Lakers' Kobe Bryant will get knee reevaluated, won't sit out season
Los Angeles Lakers' star Kobe Bryant says he will have his knee reevaluated in February but has zero intentions of sitting out the rest of the season.
As the Los Angeles Lakers spiral deeper down the standings and look more at lottery odds than the playoff picture, the idea of Kobe Bryant sitting out the entire season to make sure he's healthy for the next two years of his contract is starting to come up. People are wondering why Bryant would return to such a bad playing situation instead of being healthy and making sure his body is intact. That's not something Bryant is concerned with and doesn't have any intention of doing.
Bryant spoke to reporters in Boston before the Lakers' win over the Boston Celtics on Friday and said his knee will be reevaluted in early February. He also told reporters he doesn't plan on sitting out the rest of the season just because the team might be a lost cause for this season. From ESPN Los Angeles:
Kobe Bryant plans to have his injured left knee re-evaluated sometime in early February and has no intention of sitting out the rest of the season, no matter how bad things get for the Los Angeles Lakers in the standings.

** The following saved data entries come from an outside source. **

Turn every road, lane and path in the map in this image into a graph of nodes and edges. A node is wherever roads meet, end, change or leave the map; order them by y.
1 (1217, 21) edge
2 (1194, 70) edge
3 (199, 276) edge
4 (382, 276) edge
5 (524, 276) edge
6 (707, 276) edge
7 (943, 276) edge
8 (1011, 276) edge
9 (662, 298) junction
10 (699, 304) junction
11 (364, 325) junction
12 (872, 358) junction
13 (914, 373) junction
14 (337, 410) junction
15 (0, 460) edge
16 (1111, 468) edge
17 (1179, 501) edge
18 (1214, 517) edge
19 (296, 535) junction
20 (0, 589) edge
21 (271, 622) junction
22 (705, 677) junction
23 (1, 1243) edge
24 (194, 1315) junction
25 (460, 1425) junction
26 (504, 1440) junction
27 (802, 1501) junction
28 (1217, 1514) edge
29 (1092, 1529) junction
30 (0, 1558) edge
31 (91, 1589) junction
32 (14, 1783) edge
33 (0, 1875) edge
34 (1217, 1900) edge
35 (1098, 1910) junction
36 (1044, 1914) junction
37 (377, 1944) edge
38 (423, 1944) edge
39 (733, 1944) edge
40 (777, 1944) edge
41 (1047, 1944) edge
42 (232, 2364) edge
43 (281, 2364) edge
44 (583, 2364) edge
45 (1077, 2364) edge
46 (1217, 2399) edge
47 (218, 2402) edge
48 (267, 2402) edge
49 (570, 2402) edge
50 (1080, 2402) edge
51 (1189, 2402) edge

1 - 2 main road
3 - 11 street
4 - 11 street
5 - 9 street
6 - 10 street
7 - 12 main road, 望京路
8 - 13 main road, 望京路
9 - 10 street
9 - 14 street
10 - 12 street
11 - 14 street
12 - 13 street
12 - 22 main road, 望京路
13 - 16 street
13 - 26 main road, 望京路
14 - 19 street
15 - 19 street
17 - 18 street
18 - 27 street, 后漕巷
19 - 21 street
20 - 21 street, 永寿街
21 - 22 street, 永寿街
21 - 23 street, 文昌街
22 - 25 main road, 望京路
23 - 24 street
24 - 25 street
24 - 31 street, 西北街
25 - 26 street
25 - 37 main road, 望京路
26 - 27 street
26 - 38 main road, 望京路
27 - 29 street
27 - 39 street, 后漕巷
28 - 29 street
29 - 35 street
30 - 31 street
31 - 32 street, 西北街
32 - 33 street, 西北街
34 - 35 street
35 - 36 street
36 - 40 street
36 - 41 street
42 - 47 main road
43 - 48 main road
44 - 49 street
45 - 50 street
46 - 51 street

"The only thing I can afford to consider is getting better, getting stronger," Bryant said before the Lakers' 107-104 win over the Boston Celtics on Friday. "I can't allow myself to think any other way. I can only think about the next step. To do anything else becomes distracting if you allow yourself, if you give yourself wiggle room to not push yourself as hard as you possibly can. To think about sitting out and this, that and the other, your motivation is all wrong. I refuse to think that way."
"We'll see where it's at in February and see if it's good to go," Bryant said, pushing back his return timeline ever so slightly, with D'Antoni having recently said Bryant would be re-evaluated Jan. 27, at the conclusion of the team's current seven-game trip while the Grammy Awards take over Staples Center.

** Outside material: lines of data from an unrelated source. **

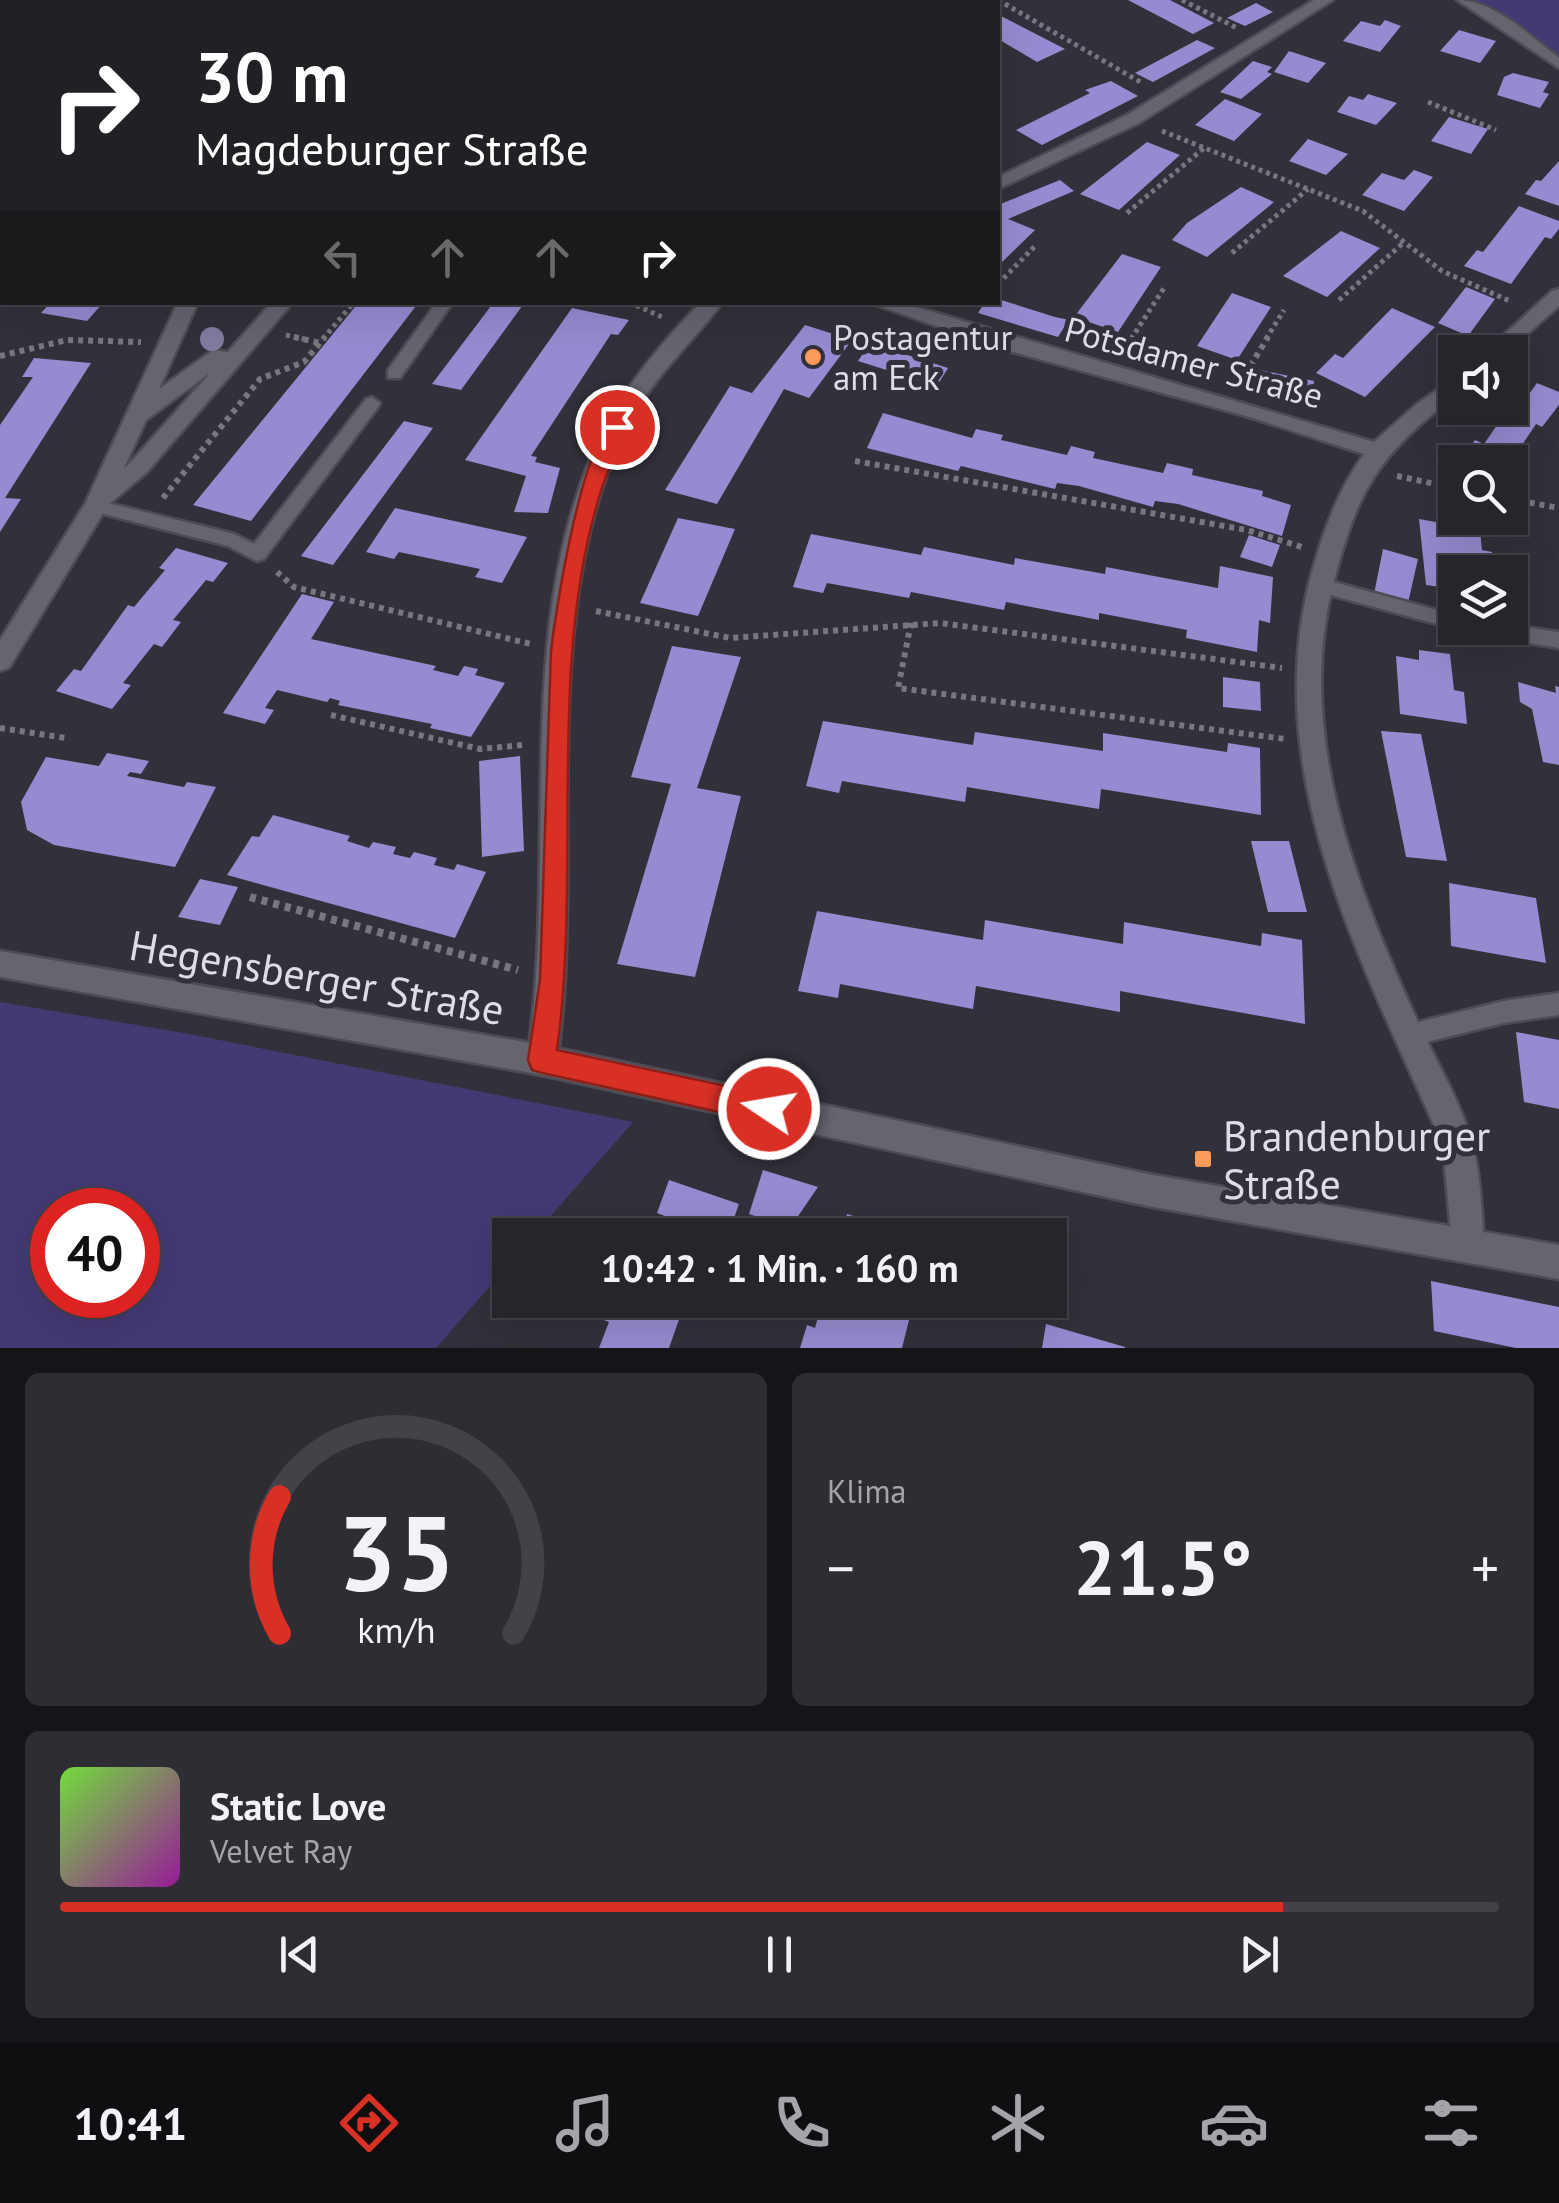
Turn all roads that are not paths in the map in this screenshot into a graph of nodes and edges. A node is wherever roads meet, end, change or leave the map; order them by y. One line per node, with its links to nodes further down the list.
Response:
1 (1325, 0): 4 (street)
2 (1463, 0): 3 (lane)
3 (1559, 64)
4 (1000, 183)
5 (1559, 295): 12 (street)
6 (186, 305): 16 (street)
7 (280, 305): 11 (street)
8 (443, 305): 13 (lane)
9 (711, 305): 27 (street)
10 (888, 305): 17 (street, Potsdamer Straße)
11 (256, 328): 16 (street); 18 (street)
12 (1516, 335)
13 (394, 374)
14 (1438, 400): 17 (street)
15 (372, 403): 18 (lane)
16 (133, 418): 18 (street)
17 (1378, 451): 19 (street)
18 (96, 506): 23 (street)
19 (1318, 585): 20 (lane); 26 (street)
20 (1438, 617)
21 (1528, 635): 22 (lane)
22 (1559, 640)
23 (0, 661)
24 (0, 964): 27 (street, Hegensberger Straße)
25 (1559, 1004): 26 (lane)
26 (1410, 1035): 28 (street)
27 (542, 1060): 28 (street, Hegensberger Straße)
28 (1468, 1243): 29 (street, Hegensberger Straße)
29 (1559, 1262)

Anybody who has followed even a small portion of Bryant's career can't possibly be surprised by this thought process for him. He's been known as the ultimate competitor during his 18 seasons in the NBA and certainly wouldn't let a terrible record stop him from satiating that competitive nature.

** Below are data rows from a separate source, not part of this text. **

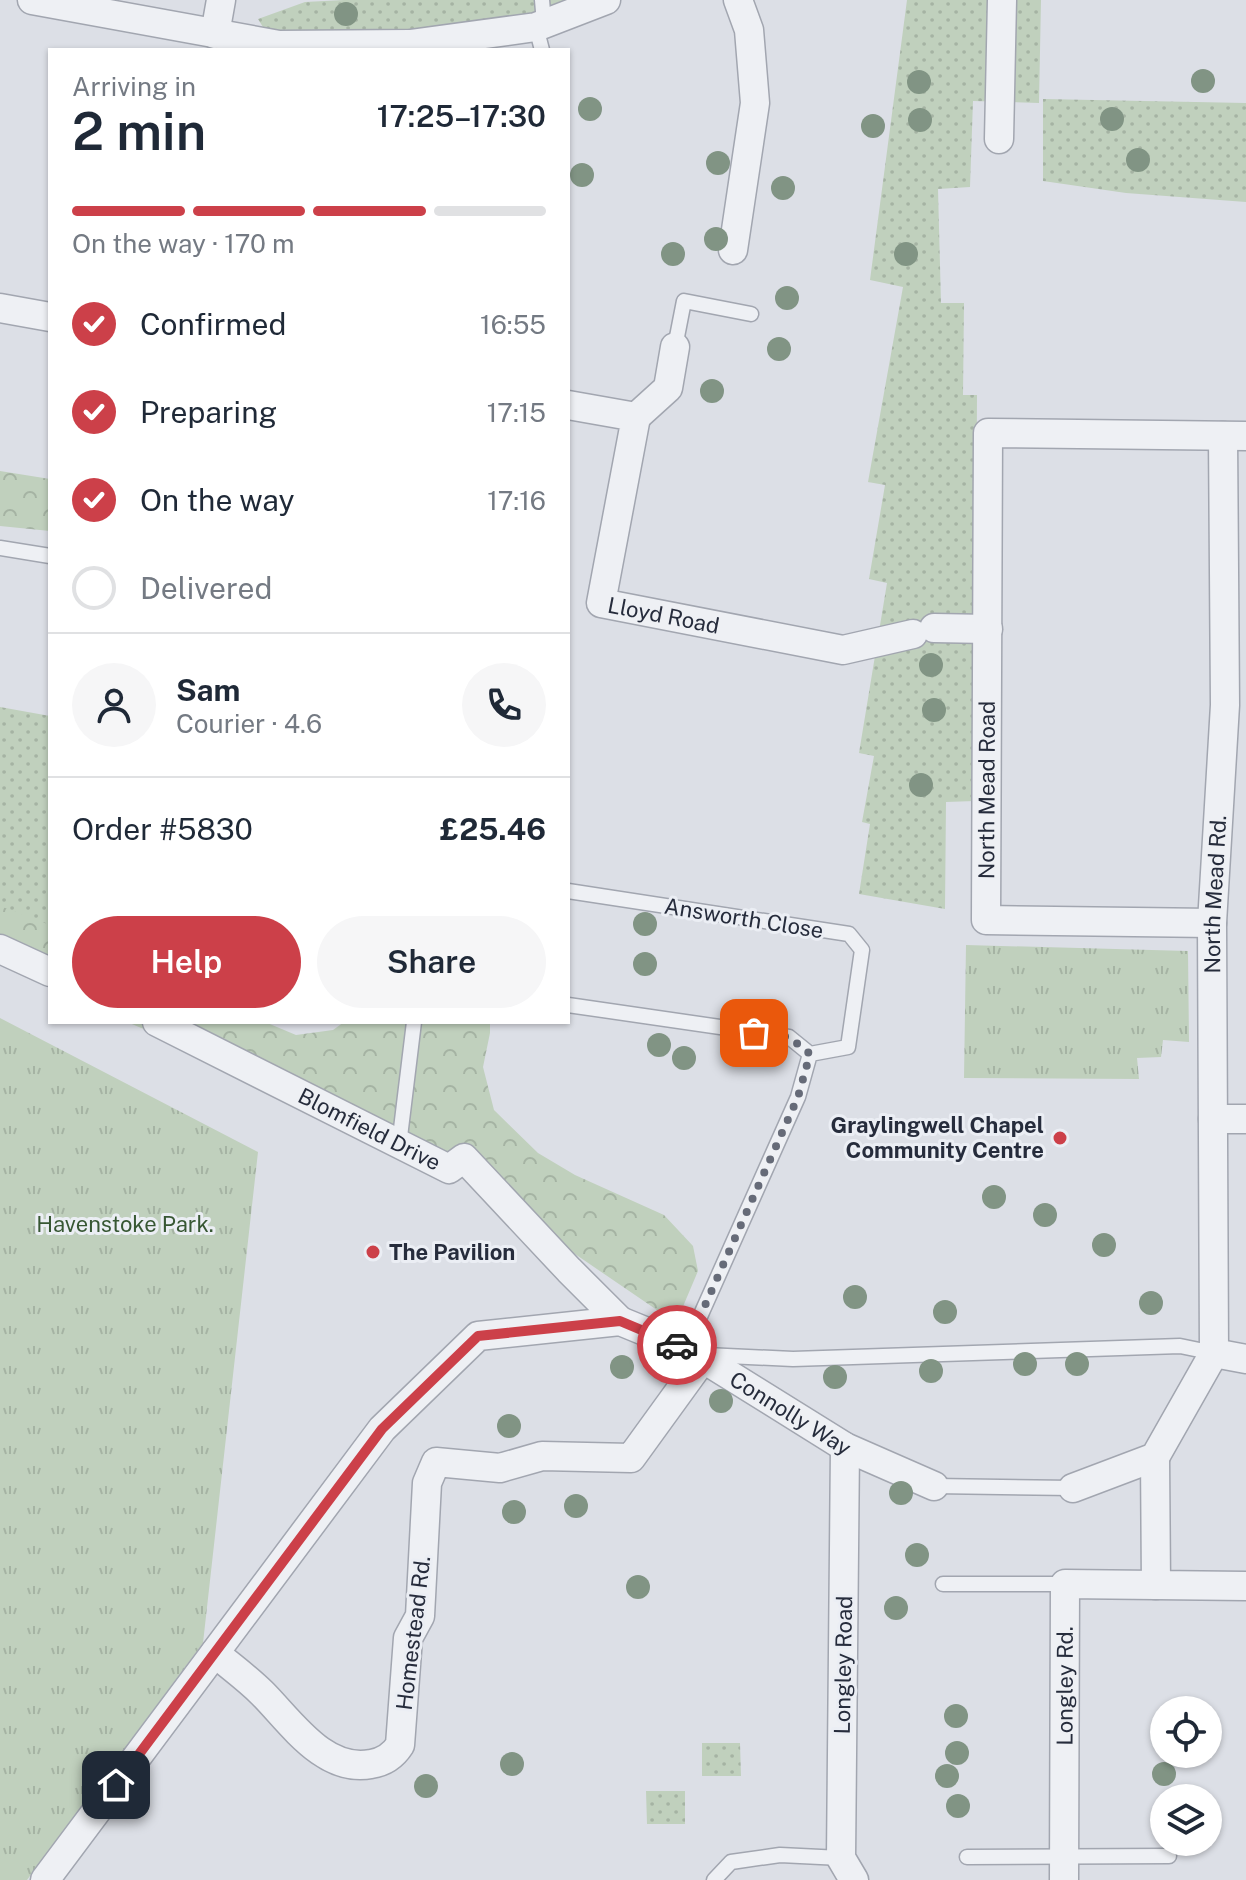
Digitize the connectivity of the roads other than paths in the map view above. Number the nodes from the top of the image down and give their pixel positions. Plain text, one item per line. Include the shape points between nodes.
1 (32, 0) edge
2 (221, 0) edge
3 (606, 0) edge
4 (738, 0) edge
5 (1002, 0) edge
6 (541, 25) edge
7 (214, 42) edge
8 (999, 139) dead end
9 (733, 250) dead end
10 (0, 308) edge
11 (751, 314) dead end
12 (48, 317) edge
13 (675, 347) joint
14 (570, 405) edge
15 (636, 417) junction
16 (988, 433) joint
17 (1235, 436) edge
18 (0, 548) edge
19 (48, 556) edge
20 (988, 629) junction
21 (1235, 705) edge
22 (570, 891) edge
23 (1212, 923) junction
24 (0, 949) edge
25 (48, 971) edge
26 (570, 1005) edge
27 (161, 1024) edge
28 (414, 1024) edge
29 (810, 1054) junction
30 (1213, 1119) junction
31 (1246, 1119) edge
32 (399, 1145) junction
33 (620, 1321) junction
34 (1214, 1353) junction
35 (694, 1354) junction
36 (1246, 1359) edge
37 (845, 1447) junction
38 (1155, 1457) junction
39 (934, 1486) joint
40 (1073, 1488) joint
41 (943, 1584) dead end
42 (1065, 1584) junction
43 (1156, 1585) junction
44 (1246, 1586) edge
45 (215, 1653) junction
46 (1169, 1856) dead end
47 (967, 1857) dead end
48 (1064, 1868) edge
49 (848, 1869) edge
50 (45, 1880) edge
51 (714, 1880) edge

1 - 7 street
2 - 7 street
3 - 6 street
4 - 9 street via 749,30 755,103
5 - 8 street
6 - 7 street via 410,44
10 - 12 street
11 - 13 lane via 684,301
13 - 15 street via 668,388
14 - 15 street
15 - 20 street, Lloyd Road via 601,603 843,650 924,631
16 - 17 street, North Mead Rd.
16 - 20 street, North Mead Road
17 - 21 street, North Mead Rd.
18 - 19 lane
20 - 23 street, North Mead Road via 986,920
21 - 23 street, North Mead Rd.
22 - 29 lane, Answorth Close via 849,934 862,950 848,1047
23 - 30 street, North Mead Rd.
24 - 25 street
26 - 29 lane via 789,1037
27 - 32 street, Blomfield Drive
28 - 32 lane
29 - 35 lane via 798,1097
30 - 31 street
30 - 34 street, North Mead Rd.
32 - 33 street, Blomfield Drive via 449,1169 464,1158
33 - 35 street, Connolly Way
33 - 45 street, Connolly Way via 478,1336 382,1429
34 - 35 lane via 1180,1346 793,1359
34 - 36 street
34 - 38 street
35 - 37 street, Connolly Way
35 - 45 street, Homestead Rd. via 631,1458 542,1456 500,1468 436,1462 427,1483 420,1616 408,1638 395,1754 361,1766 321,1752
37 - 39 street, Connolly Way
37 - 49 street, Longley Road
38 - 40 street, Connolly Way
38 - 43 street
39 - 40 lane, Connolly Way
41 - 42 lane
42 - 43 street
42 - 48 street, Longley Rd.
43 - 44 street
45 - 50 street, Connolly Way
46 - 48 lane
47 - 48 lane
49 - 51 lane via 780,1855 731,1862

At this point in the Lakers' season, the best thing for the franchise would be Bryant returning to keep creeping toward the all-time scoring total and the team to keep losing to give them a great chance at drafting a franchise-caliber player in the 2014 draft. The Lakers were just 2-4 with Bryant in his brief return from a torn Achilles' tendon back in April. Bryant is currently 6,688 points from becoming the all-time leading scorer in NBA history.